Rezension

Spannend und abwechslungsreich

Blauäugig. - Beate Winter

Blauäugig.
von Beate Winter

Bewertet mit 5 Sternen

„...Sie müsse ins Heim, hatte er gesagt, und ihre Geschwister dürfe sie nie wieder sehen, wenn sie nicht artig sei und ihren Mund nicht hielt...“

 

Obiges Zitat stammt aus dem Prolog des Buches. Ein Kind hört wieder die Schritten des Mannes, er sich an ihm vergeht. Doch eine zweite Person kommt im Prolog vor. Ihr Part ist kursiv abgedrückt. Da kennt einer die Wahrheit, und hat Angst, sie zu sagen.

Seit fünf Wochen, seit dem Tag seiner Entlassung aus der Haft, lebt Richard Wehmeier in einer schimmligen Wohnung. Acht Jahre hatte er abgesessen wegen des Mordes an der kleinen Betti. Trotz seiner Unschuldsbeteuerungen hatte ihm niemand geglaubt. Er ist auf den Weg in seine Stammkneipe. Dort erhält er einen Anruf. Jemand nennt ihn einen Treffpunkt mit der Versicherung, die Wahrheit über das damalige Geschehen zu wissen. Wenige Stunden später ist auch die kleine Lisa tot. Im Hause finden sich Spuren von Richard.

Der Rentner Gustav Sargens sieht den Briefträger kommen. Einer der Briefe, die er aus dem Kasten nimmt, ist ungewöhnlich. In aller Hast packt er ein paar Sachen zusammen und fährt mit dem Auto weg.

Die Autorin hat einen tiefgründigen und spannenden Krimi geschrieben. Die Protagonisten werden gut charakterisiert. Vor allem auf zwei möchte ich näher eingehen.

Da ist zum einen Richard Wehmeier. Er hat früher als Sozialarbeiter bei der Stadt Gifthorn gearbeitet. Durch seinen Beruf hat er Bettis Mutter kennengelernt. Er mag sie, liebt aber trotzdem seine Frau. Jetzt kennt er nur noch ein Ziel, seine Unschuld zu beweisen.

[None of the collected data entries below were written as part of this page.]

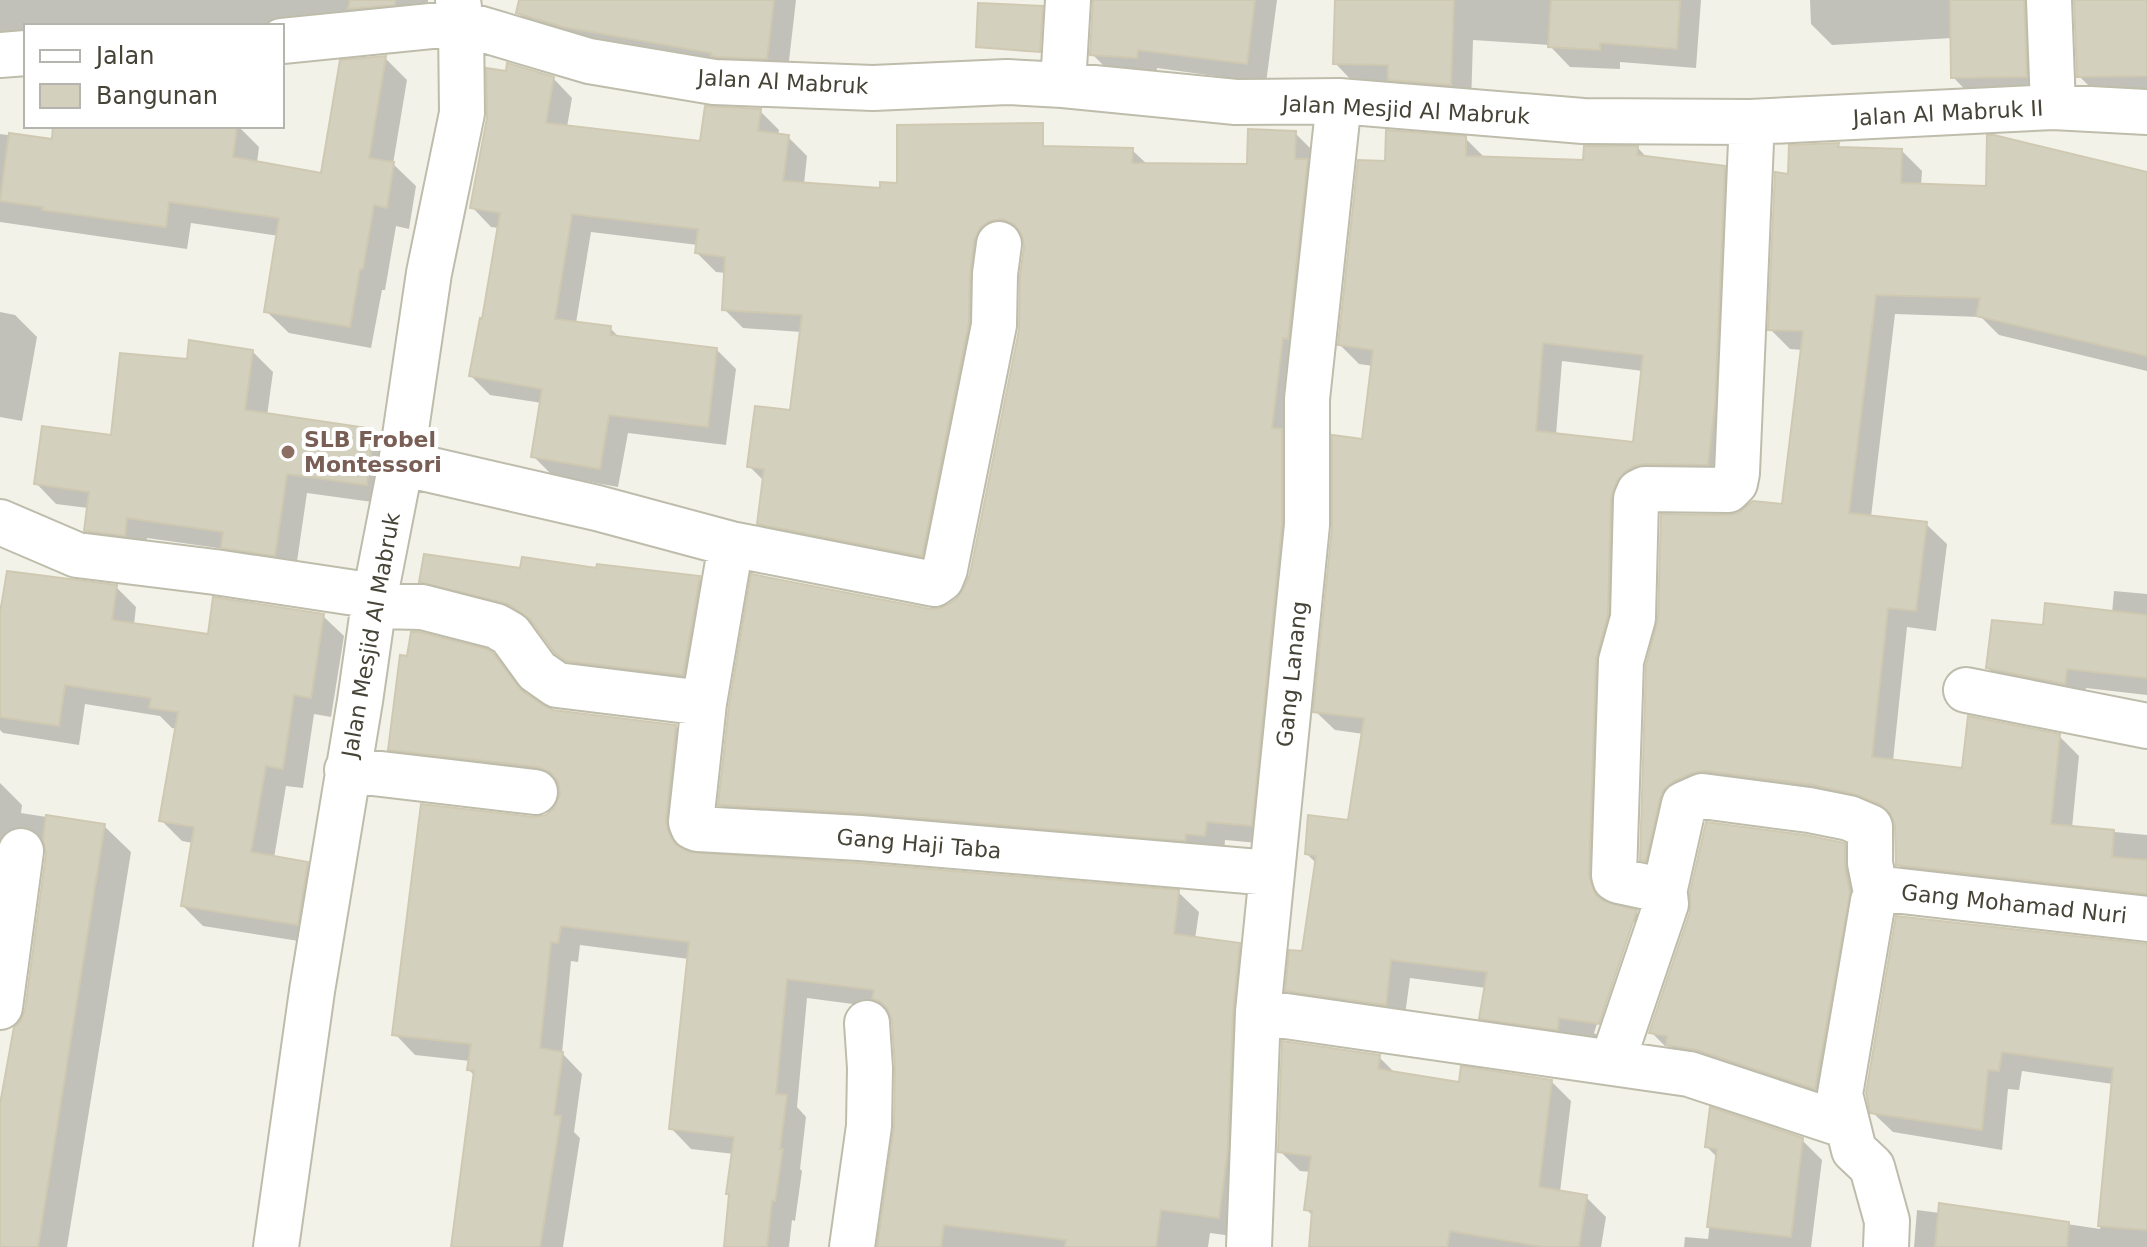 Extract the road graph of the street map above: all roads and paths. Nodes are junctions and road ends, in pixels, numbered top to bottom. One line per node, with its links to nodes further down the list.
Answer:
1 (1068, 0): 7 (street)
2 (2049, 0): 9 (street)
3 (459, 12): 4 (street); 7 (street, Jalan Al Mabruk); 13 (street, Jalan Mesjid Al Mabruk)
4 (284, 41)
5 (24, 53): 6 (street)
6 (0, 55)
7 (1063, 85): 8 (street, Jalan Mesjid Al Mabruk)
8 (1339, 101): 11 (street, Jalan Mesjid Al Mabruk); 23 (street, Gang Lanang)
9 (2053, 107): 10 (street, Jalan Al Mabruk II); 11 (street, Jalan Al Mabruk II)
10 (2147, 112)
11 (1750, 122): 24 (street)
12 (999, 244): 15 (street)
13 (401, 463): 15 (street); 16 (street, Jalan Mesjid Al Mabruk)
14 (0, 522): 16 (street)
15 (731, 544): 18 (street, Gang Haji Taba)
16 (375, 601): 18 (street); 20 (street, Jalan Mesjid Al Mabruk)
17 (1966, 690): 19 (street)
18 (704, 703): 23 (street, Gang Haji Taba)
19 (2147, 726)
20 (347, 770): 21 (street); 32 (street, Jalan Mesjid Al Mabruk)
21 (535, 792)
22 (21, 851): 27 (street)
23 (1271, 873): 28 (street, Gang Lanang)
24 (1664, 893): 25 (street); 30 (street)
25 (1877, 898): 26 (street, Gang Mohamad Nuri); 31 (street, Gang Mohamad Nuri)
26 (2147, 919)
27 (0, 1007)
28 (1258, 1012): 30 (street); 34 (street, Gang Lanang)
29 (867, 1023): 33 (street)
30 (1612, 1063): 31 (street)
31 (1847, 1126): 35 (street, Gang Mohamad Nuri)
32 (276, 1247)
33 (852, 1247)
34 (1249, 1247)
35 (1886, 1247) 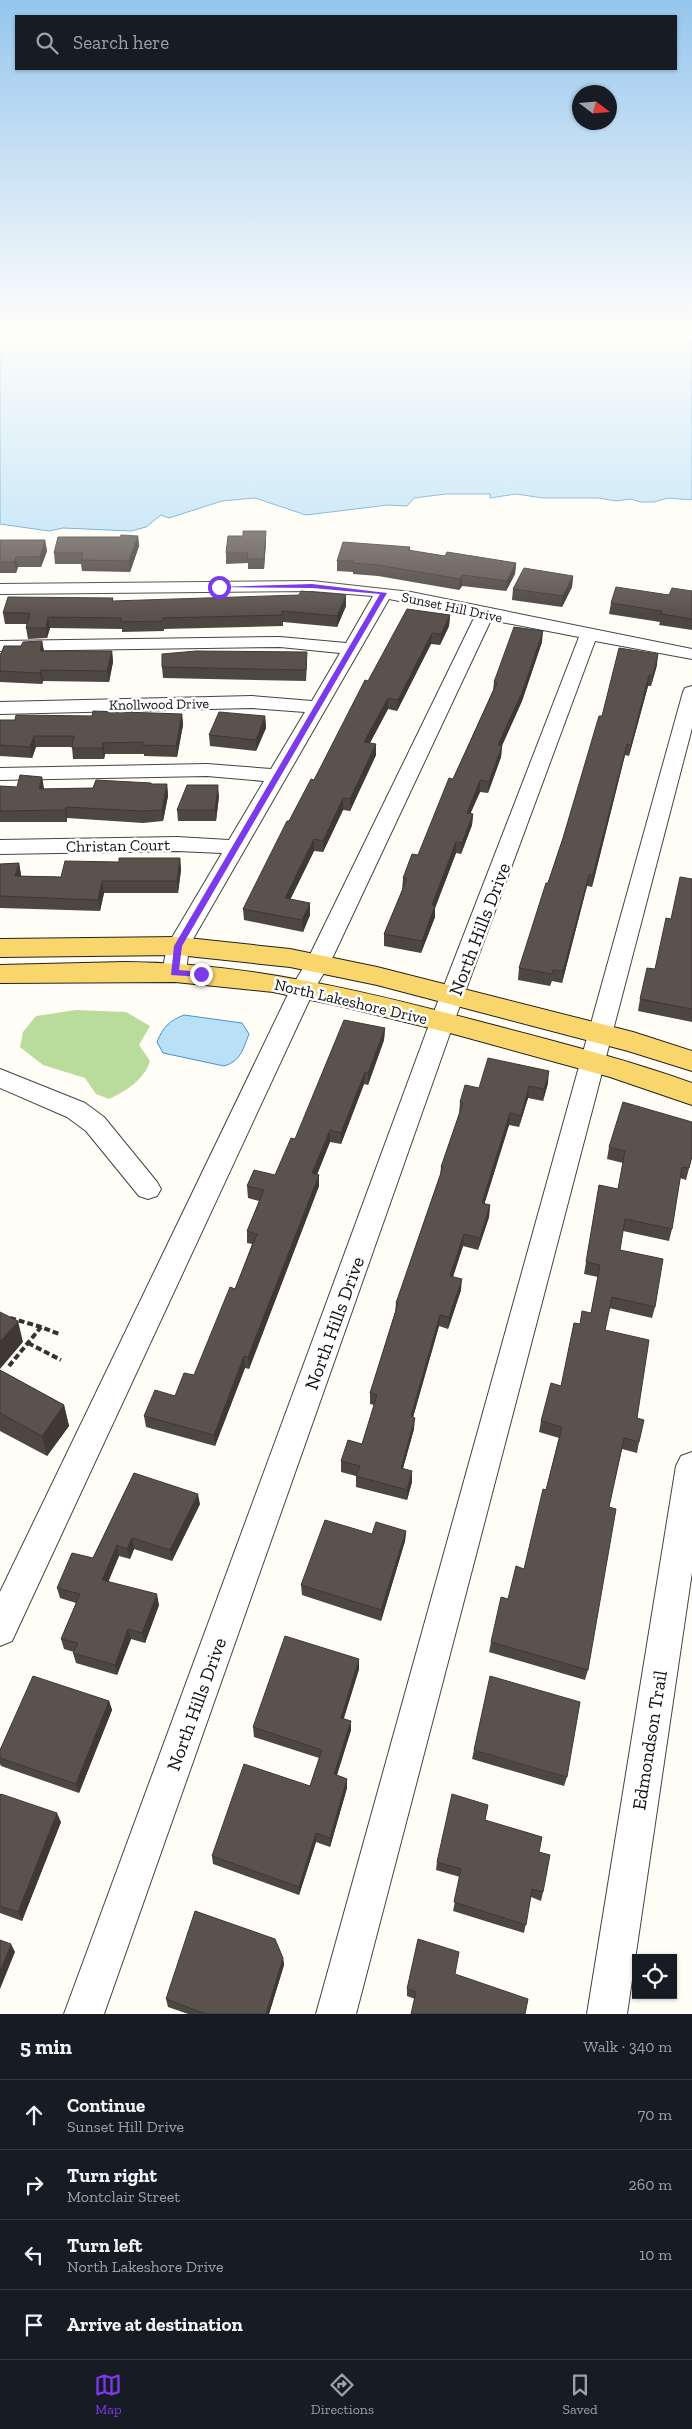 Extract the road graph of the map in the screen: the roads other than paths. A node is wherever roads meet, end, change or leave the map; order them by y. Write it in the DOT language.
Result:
graph roads {
  1 [pos="0,589"];
  2 [pos="384,593"];
  3 [pos="485,613"];
  4 [pos="589,634"];
  5 [pos="0,646"];
  6 [pos="351,649"];
  7 [pos="692,654"];
  8 [pos="692,692"];
  9 [pos="317,707"];
  10 [pos="0,708"];
  11 [pos="0,774"];
  12 [pos="277,776"];
  13 [pos="0,847"];
  14 [pos="236,847"];
  15 [pos="178,946"];
  16 [pos="0,948"];
  17 [pos="318,963"];
  18 [pos="174,973"];
  19 [pos="0,974"];
  20 [pos="303,988"];
  21 [pos="448,1009"];
  22 [pos="596,1048"];
  23 [pos="692,1061"];
  24 [pos="0,1078"];
  25 [pos="692,1094"];
  26 [pos="148,1189"];
  27 [pos="692,1466"];
  28 [pos="0,1629"];
  29 [pos="84,2014"];
  30 [pos="336,2014"];
  31 [pos="607,2014"];
  1 -- 2 [label="street, Sunset Hill Drive"];
  2 -- 3 [label="street, Sunset Hill Drive"];
  2 -- 6 [label="street"];
  3 -- 4 [label="street, Sunset Hill Drive"];
  3 -- 17 [label="street"];
  4 -- 7 [label="street, Sunset Hill Drive"];
  4 -- 21 [label="street, North Hills Drive"];
  5 -- 6 [label="street"];
  6 -- 9 [label="street"];
  8 -- 22 [label="street"];
  9 -- 10 [label="street, Knollwood Drive"];
  9 -- 12 [label="street"];
  11 -- 12 [label="street"];
  12 -- 14 [label="street"];
  13 -- 14 [label="street, Christan Court"];
  14 -- 15 [label="street"];
  15 -- 16 [label="main road, North Lakeshore Drive"];
  15 -- 17 [label="main road, North Lakeshore Drive"];
  15 -- 18 [label="street"];
  17 -- 20 [label="street"];
  17 -- 21 [label="main road, North Lakeshore Drive"];
  18 -- 19 [label="main road, North Lakeshore Drive"];
  18 -- 20 [label="main road, North Lakeshore Drive"];
  20 -- 21 [label="main road, North Lakeshore Drive"];
  20 -- 28 [label="street"];
  21 -- 22 [label="main road, North Lakeshore Drive"];
  21 -- 29 [label="street, North Hills Drive"];
  22 -- 23 [label="main road, North Lakeshore Drive"];
  22 -- 25 [label="main road, North Lakeshore Drive"];
  22 -- 30 [label="street"];
  24 -- 26 [label="street"];
  27 -- 31 [label="street, Edmondson Trail"];
} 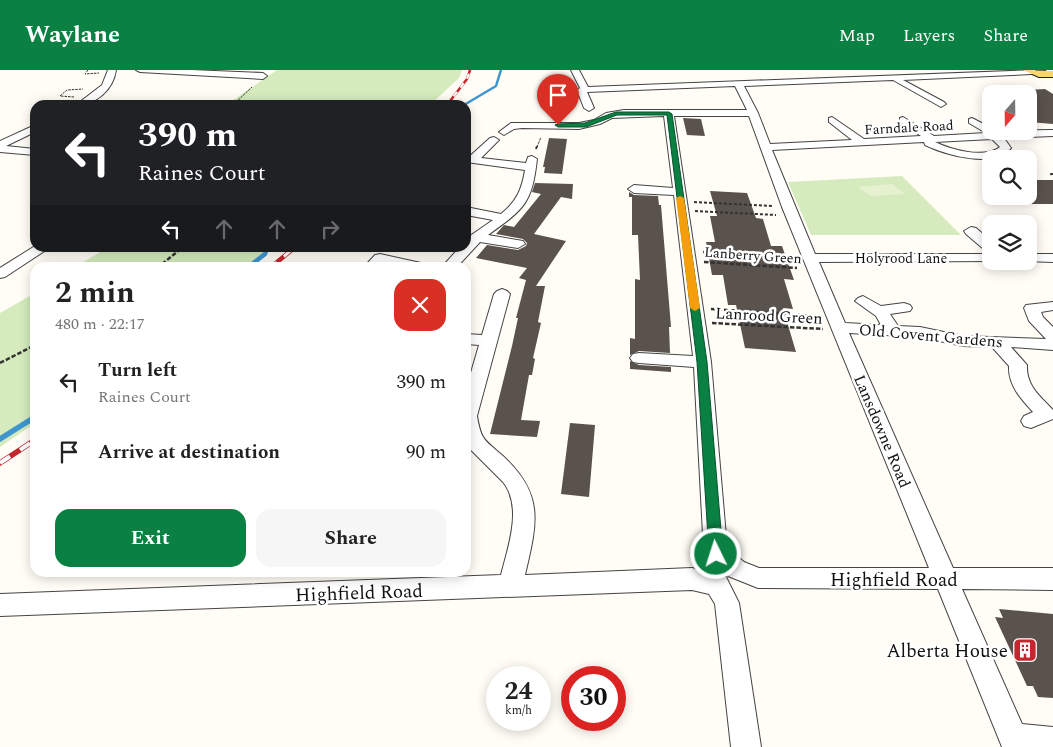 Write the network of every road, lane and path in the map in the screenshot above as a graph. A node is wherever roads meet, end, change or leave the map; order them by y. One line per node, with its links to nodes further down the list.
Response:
1 (88, 70): 7 (path)
2 (140, 70): 9 (street)
3 (576, 70): 16 (street)
4 (889, 70): 11 (street)
5 (115, 71): 18 (street)
6 (1030, 71): 8 (main road); 11 (street)
7 (100, 73)
8 (1051, 73)
9 (212, 74): 10 (street); 13 (street)
10 (264, 76)
11 (908, 78): 12 (street)
12 (896, 79): 14 (street); 20 (street)
13 (197, 82)
14 (739, 85): 16 (street); 23 (street, Lansdowne Road)
15 (84, 89): 17 (path)
16 (583, 90): 22 (street)
17 (75, 97)
18 (88, 100)
19 (930, 104): 20 (street)
20 (941, 104): 21 (street)
21 (952, 104)
22 (589, 108)
23 (753, 113): 24 (street); 40 (street, Lansdowne Road)
24 (669, 114): 30 (street); 45 (street)
25 (832, 120): 37 (street)
26 (903, 120): 34 (street)
27 (972, 121): 28 (street)
28 (982, 127)
29 (30, 131): 39 (street)
30 (504, 132)
31 (1053, 133): 32 (street, Farndale Road)
32 (1040, 134): 38 (street)
33 (982, 137): 34 (street, Farndale Road)
34 (928, 139): 36 (street); 37 (street, Farndale Road)
35 (494, 140): 42 (street)
36 (1002, 140)
37 (862, 142): 40 (street, Farndale Road)
38 (1053, 145)
39 (0, 147): 41 (street)
40 (766, 147): 46 (street, Lansdowne Road)
41 (30, 151)
42 (471, 159)
43 (471, 160): 48 (street)
44 (634, 190): 45 (street)
45 (680, 201): 46 (path); 46 (path); 58 (street)
46 (790, 211): 65 (street, Lansdowne Road)
47 (471, 212): 48 (street)
48 (502, 218): 50 (street)
49 (971, 230): 51 (street)
50 (477, 237): 52 (street); 53 (street)
51 (982, 240)
52 (471, 242)
53 (518, 244)
54 (36, 252): 66 (street)
55 (177, 252): 62 (path)
56 (462, 252): 64 (street)
57 (383, 255): 63 (street)
58 (688, 256): 65 (path, Lanberry Green); 65 (path, Lanberry Green); 72 (street)
59 (982, 258): 65 (street, Holyrood Lane)
60 (1037, 258): 61 (street)
61 (1053, 258)
62 (164, 262)
63 (406, 262)
64 (453, 262)
65 (813, 263): 74 (street, Lansdowne Road)
66 (0, 274)
67 (502, 294): 73 (street)
68 (862, 301): 71 (street)
69 (1049, 306): 76 (street)
70 (904, 308): 71 (street)
71 (882, 313): 75 (street)
72 (696, 315): 74 (path, Lanrood Green); 74 (path, Lanrood Green); 83 (street)
73 (495, 318): 78 (street)
74 (838, 325): 75 (street, Old Covent Gardens); 89 (street, Lansdowne Road)
75 (892, 330): 79 (street, Old Covent Gardens)
76 (1053, 337)
77 (471, 339): 78 (street)
78 (488, 341): 85 (street)
79 (998, 343): 80 (street, Old Covent Gardens); 86 (street)
80 (1053, 345)
81 (30, 348): 84 (path)
82 (638, 358): 83 (street)
83 (702, 362): 88 (street)
84 (0, 363)
85 (471, 405)
86 (1043, 417)
87 (471, 439): 91 (street)
88 (727, 577): 89 (street, Highfield Road); 91 (street, Highfield Road); 95 (street)
89 (947, 579): 90 (street, Highfield Road); 93 (street, Lansdowne Road)
90 (1053, 579)
91 (510, 587): 92 (street, Highfield Road)
92 (0, 605)
93 (1015, 742): 94 (street)
94 (1053, 742)
95 (746, 747)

Der Fall landet bei Kriminalhauptkommissar Kilian Frommelt. Hier fallen insbesondere die Spannungen zwischen ihm und seinem Chef auf. Frommelt denkt darüber nach, ob er den richtigen Beruf gewählt hat. Er kam neu ins Team, als Bettis Mörder gesucht wurde. Schon damals hat er an Richards Schuld gezweifelt. Auch jetzt muss er damit leben, dass ihn Steine in den Weg gelegt werden. Vor allem Simone, Richards Exfrau, steht unter dem Schutz seines Vorgesetzten.

Der Autorin geht es nicht nur um die Aufklärung der Fälle. Bei ihr stehen Menschen im Mittelpunkt mit Ecken und Kanten. Jeder der Protagonisten hat mehr oder weniger Probleme, mit dem Leben und seinen Mitmenschen zurecht zu kommen.

Der Schriftstil ist fast sachlich. Genau dass aber ermöglicht einen Einblick in die Psyche der handelnden Personen. Gut herausgearbeitet werden die Emotionen der Protagonisten. Richards Verzweiflung über sein zerbrochenes Leben, seine Sehnsucht nach Simone, die sich von ihm getrennt hat, Brigittes Mitgefühl trotz eigener Probleme und Monikas Minderwertigkeitskomplexe, die auch ein Produkt ihrer Umwelt sind, durchziehen unter anderem die Geschichte. Dazwischen gibt es die kursiven Einschübe, die von Angst erzählen und von dem Drang, die Wahrheit sagen zu wollen. Aussagekräftige Dialoge vertiefen den Handlungsablauf. Sehr einfühlsam geht Frommelt bei seiner Befragung von Rene vor, einem Jungen, der geistig mit seiner Umwelt nicht mithalten kann und deshalb oft abgelehnt wird. Der Ort mit seinen Sehenswürdigkeiten wird anschaulich beschrieben, so das sofort ein Bild im Kopf entstand.

Das Cover mit dem Feld und der Baumallee ist für einen Krimi ungewöhnlich.

Das Buch hat mir sehr gut gefallen. Die Geschichte ist logisch stimmig, konsequent durchstrukturiert, mit den nötigen Überraschungen versehen und flott lesbar.